Se sienta frente a mí una mujer. Es adivina. Le he traído una foto de mi novia, que hace días que no sé nada de ella y me gustaría saber dónde está. En su bola de cristal, la vidente me ha dicho que de momento no aparece nada. ¿Tienes alguna prenda suya? me ha preguntado. Por suerte, conservo el pañuelo empapado en lágrimas de la última vez que nos vimos. Ha cogido la prenda y ha frotado con fuerza la esfera de vidrio, hasta sacarle un brillo casi celestial.
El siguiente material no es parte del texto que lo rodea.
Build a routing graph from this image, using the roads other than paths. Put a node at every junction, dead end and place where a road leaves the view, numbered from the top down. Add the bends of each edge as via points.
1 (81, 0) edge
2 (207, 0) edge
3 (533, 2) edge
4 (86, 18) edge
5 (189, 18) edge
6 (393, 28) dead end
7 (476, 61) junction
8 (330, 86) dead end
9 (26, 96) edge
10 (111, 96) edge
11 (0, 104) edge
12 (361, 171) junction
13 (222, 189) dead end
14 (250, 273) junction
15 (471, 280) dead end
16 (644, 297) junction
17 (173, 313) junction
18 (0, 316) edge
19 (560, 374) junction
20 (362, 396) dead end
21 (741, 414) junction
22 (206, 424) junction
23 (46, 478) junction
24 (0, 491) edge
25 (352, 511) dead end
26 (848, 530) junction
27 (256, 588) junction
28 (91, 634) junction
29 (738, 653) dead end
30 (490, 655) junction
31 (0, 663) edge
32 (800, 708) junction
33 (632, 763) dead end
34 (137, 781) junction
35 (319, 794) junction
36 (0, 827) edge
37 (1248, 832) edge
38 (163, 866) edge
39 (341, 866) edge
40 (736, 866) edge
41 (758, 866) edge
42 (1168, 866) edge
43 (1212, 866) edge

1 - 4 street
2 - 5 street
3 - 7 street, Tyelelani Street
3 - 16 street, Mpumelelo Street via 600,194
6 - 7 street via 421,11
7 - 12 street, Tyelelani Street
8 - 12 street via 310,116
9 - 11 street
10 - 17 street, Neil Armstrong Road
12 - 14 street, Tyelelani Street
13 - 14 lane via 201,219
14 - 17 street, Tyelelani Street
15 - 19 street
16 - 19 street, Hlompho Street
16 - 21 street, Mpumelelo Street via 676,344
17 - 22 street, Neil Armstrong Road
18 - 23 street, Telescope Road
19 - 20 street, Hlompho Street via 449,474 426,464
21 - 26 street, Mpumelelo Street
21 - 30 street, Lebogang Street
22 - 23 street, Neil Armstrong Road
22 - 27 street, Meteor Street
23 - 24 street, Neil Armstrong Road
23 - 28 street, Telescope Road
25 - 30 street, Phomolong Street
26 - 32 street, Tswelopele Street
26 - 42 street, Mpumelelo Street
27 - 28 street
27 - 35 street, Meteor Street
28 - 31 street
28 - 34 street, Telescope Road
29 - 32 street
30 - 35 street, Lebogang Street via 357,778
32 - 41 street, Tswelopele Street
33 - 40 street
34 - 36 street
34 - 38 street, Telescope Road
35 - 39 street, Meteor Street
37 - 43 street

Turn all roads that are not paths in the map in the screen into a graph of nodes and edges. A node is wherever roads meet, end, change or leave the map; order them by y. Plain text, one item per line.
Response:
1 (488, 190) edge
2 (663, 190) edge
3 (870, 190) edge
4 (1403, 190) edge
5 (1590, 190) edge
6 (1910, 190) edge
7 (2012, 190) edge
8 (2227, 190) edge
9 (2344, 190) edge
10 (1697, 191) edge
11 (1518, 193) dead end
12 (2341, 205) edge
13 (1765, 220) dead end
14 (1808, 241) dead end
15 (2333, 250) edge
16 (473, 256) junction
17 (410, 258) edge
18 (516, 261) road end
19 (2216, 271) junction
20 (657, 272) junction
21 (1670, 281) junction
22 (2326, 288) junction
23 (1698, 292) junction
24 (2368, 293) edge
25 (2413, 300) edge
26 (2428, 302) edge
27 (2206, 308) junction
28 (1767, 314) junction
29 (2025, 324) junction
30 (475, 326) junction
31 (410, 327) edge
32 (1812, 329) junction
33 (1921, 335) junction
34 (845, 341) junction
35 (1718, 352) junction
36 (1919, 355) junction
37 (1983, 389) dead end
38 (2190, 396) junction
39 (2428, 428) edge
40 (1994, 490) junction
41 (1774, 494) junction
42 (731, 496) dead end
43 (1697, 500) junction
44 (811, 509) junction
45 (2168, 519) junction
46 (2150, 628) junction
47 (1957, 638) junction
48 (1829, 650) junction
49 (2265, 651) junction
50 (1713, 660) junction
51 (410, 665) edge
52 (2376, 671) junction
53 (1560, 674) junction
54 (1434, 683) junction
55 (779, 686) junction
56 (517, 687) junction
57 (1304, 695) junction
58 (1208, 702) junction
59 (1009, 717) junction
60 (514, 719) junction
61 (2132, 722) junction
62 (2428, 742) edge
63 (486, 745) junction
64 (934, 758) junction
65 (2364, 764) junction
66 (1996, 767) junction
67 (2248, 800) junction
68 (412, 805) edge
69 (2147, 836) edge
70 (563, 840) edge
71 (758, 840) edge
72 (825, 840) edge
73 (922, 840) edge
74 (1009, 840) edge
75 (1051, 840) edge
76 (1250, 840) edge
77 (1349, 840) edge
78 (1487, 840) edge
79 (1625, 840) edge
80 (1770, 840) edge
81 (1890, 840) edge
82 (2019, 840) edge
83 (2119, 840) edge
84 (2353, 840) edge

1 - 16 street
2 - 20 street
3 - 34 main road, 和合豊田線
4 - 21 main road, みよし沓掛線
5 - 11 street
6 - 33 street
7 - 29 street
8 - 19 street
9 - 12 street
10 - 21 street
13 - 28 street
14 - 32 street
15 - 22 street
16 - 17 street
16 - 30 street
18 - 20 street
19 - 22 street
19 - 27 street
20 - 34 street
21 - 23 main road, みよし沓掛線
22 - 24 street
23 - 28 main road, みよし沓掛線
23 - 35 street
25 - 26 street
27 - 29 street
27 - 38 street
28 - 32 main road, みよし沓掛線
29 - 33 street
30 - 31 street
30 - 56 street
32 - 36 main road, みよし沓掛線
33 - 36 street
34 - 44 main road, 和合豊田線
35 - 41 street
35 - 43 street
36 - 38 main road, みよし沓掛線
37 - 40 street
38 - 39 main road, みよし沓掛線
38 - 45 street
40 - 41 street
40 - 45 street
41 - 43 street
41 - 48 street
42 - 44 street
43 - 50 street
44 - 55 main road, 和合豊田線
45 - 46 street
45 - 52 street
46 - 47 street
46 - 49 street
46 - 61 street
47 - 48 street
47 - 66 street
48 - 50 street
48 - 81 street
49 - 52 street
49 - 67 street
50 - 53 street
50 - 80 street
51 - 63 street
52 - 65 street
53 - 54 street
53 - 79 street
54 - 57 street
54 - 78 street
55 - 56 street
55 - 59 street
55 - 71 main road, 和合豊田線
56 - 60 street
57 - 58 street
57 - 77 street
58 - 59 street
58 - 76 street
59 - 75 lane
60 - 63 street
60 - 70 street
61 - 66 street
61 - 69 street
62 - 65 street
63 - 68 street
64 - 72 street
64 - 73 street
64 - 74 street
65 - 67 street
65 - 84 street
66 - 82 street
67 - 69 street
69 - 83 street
Nada, me ha dicho, tiene que estar muy bien escondida porque aquí no se la ve. Entonces, ha sacado las cartas del tarot y las ha desplegado sobre la mesa. Aquí tampoco veo nada, cariño, sale que encontrarás trabajo pronto y tendrás una época buena, por marzo, pero de tu novia no dice nada, déjame una mano. Le he dado la mano derecha y ha mirado con una lupa todas las líneas que la cruzan, sin dejarse ni una. Por aquí, por esta línea, ¿la ves?, por aquí ha pasado alguien, aquí hay unas huellas de unos pies descalzos. Deben ser las de tu novia, porque son las últimas, pero luego entran en un túnel, se pierden y ya no se ven más. ¿Qué horóscopo es? Tauro, le contesto. Uf, las mujeres Tauro, cuando desaparecen, dejan a su paso muchas pistas falsas. El rastreo es difícil. ¿Has traído lo que te pedí? Con algo de vergüenza, he sacado del bolsillo del abrigo una bolsa de plástico y la he puesto sobre la mesa. Con un palito de cristal, la adivina ha hurgado en su interior. ¿Estás seguro que esta es la última mierda que cagó? Seguro, seguro, estaba yo delante, le he contestado. Es poco abundante, aquí tampoco se ve nada, cariño, te voy a tener que medicar. Ha sacado un bloc de notas y me ha escrito el nombre de la medicina y su dosificación. Tres veces al día, con las comidas, durante un mes, cariño. Si aparece antes, no interrumpas la medicación, acábate la caja hasta que estemos seguros de que no volverá a desaparecer. Y bebe mucho alcohol. Son 500 euros, adiós. Hombre…caro, es caro, pero ¿y la tranquilidad que te da?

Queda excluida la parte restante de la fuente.